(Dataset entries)
++++

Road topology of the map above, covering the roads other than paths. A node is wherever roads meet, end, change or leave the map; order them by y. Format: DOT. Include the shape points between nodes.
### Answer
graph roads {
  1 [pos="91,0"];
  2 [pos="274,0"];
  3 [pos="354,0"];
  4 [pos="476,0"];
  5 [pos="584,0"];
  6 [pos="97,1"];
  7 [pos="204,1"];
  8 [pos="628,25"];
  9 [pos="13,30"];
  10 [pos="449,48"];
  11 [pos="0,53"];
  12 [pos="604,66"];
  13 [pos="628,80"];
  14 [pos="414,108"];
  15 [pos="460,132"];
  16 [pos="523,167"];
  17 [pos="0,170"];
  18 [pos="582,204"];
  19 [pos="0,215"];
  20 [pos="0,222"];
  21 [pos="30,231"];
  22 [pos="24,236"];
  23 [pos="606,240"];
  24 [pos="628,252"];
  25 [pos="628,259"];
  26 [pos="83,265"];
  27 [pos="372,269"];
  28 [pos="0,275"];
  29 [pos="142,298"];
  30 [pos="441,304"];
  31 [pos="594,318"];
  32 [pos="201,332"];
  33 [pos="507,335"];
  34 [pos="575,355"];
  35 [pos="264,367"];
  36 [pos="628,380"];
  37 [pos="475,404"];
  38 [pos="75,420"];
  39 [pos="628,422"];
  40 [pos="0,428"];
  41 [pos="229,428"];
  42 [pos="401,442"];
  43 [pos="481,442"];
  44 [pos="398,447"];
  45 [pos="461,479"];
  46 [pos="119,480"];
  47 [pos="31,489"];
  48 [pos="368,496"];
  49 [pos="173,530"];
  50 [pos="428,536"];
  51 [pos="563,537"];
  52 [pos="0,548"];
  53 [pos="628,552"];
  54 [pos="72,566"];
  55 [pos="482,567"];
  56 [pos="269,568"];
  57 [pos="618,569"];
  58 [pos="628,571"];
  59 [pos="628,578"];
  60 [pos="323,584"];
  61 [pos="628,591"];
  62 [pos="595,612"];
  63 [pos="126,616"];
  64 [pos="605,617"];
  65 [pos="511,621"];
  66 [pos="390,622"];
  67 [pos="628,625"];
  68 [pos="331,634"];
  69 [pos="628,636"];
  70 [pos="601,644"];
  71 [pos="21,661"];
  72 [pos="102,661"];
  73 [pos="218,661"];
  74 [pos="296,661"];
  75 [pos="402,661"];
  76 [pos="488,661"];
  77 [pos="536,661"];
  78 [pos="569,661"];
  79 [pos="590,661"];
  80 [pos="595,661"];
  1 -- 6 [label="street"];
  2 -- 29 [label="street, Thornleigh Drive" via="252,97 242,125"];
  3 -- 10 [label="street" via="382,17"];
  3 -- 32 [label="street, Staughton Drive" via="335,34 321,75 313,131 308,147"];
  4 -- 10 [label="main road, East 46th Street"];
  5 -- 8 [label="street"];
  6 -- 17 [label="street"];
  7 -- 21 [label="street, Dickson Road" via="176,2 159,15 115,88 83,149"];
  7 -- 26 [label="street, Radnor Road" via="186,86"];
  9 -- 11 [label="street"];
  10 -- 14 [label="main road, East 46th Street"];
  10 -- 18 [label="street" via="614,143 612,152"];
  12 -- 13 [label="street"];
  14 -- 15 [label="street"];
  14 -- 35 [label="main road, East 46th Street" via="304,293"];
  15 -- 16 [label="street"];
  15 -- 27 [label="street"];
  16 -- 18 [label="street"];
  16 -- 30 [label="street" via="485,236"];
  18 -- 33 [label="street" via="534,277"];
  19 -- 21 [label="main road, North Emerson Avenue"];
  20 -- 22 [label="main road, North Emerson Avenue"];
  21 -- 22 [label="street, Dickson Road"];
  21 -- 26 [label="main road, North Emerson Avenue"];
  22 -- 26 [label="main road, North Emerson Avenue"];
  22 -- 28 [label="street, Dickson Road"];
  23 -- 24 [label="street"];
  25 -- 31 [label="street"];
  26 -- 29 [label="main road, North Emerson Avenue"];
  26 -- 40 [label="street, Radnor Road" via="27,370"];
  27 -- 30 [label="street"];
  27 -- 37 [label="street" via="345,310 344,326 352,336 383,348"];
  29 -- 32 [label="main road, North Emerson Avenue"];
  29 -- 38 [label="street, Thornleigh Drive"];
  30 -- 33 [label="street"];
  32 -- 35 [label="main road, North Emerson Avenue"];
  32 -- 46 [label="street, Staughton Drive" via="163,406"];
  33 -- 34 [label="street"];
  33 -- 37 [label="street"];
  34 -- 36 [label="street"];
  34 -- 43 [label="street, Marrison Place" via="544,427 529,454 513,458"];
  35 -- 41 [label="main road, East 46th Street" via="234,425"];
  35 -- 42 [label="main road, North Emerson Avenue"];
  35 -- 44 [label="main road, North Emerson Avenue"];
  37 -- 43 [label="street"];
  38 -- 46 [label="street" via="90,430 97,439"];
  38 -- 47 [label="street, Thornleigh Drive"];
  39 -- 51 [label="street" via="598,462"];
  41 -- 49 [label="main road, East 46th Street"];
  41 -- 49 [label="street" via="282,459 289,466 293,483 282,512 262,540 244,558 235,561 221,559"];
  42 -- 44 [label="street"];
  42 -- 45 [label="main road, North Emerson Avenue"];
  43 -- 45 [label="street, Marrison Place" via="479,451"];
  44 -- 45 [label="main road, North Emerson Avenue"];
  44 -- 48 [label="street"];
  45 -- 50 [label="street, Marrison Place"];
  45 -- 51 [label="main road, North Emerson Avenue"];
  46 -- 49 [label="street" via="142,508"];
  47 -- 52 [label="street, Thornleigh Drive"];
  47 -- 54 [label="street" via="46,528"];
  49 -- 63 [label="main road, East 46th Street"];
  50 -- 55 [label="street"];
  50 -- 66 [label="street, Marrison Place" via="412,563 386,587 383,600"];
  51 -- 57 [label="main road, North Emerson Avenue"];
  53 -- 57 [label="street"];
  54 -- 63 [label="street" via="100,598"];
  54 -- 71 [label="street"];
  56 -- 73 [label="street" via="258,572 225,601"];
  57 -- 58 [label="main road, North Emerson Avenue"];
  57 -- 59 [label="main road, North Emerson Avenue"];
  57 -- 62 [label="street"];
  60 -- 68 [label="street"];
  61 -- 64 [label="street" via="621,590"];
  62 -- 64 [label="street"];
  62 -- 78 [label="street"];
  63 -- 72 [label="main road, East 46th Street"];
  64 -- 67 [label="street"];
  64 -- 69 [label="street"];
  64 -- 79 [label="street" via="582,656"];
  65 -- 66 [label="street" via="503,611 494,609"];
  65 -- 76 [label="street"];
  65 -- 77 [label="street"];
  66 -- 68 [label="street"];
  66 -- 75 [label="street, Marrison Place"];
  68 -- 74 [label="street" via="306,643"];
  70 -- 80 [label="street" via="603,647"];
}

++++

Exercise -> Check the records above and copy each line that has the string "Drive".

Final answer ->
  2 -- 29 [label="street, Thornleigh Drive" via="252,97 242,125"];
  3 -- 32 [label="street, Staughton Drive" via="335,34 321,75 313,131 308,147"];
  29 -- 38 [label="street, Thornleigh Drive"];
  32 -- 46 [label="street, Staughton Drive" via="163,406"];
  38 -- 47 [label="street, Thornleigh Drive"];
  47 -- 52 [label="street, Thornleigh Drive"];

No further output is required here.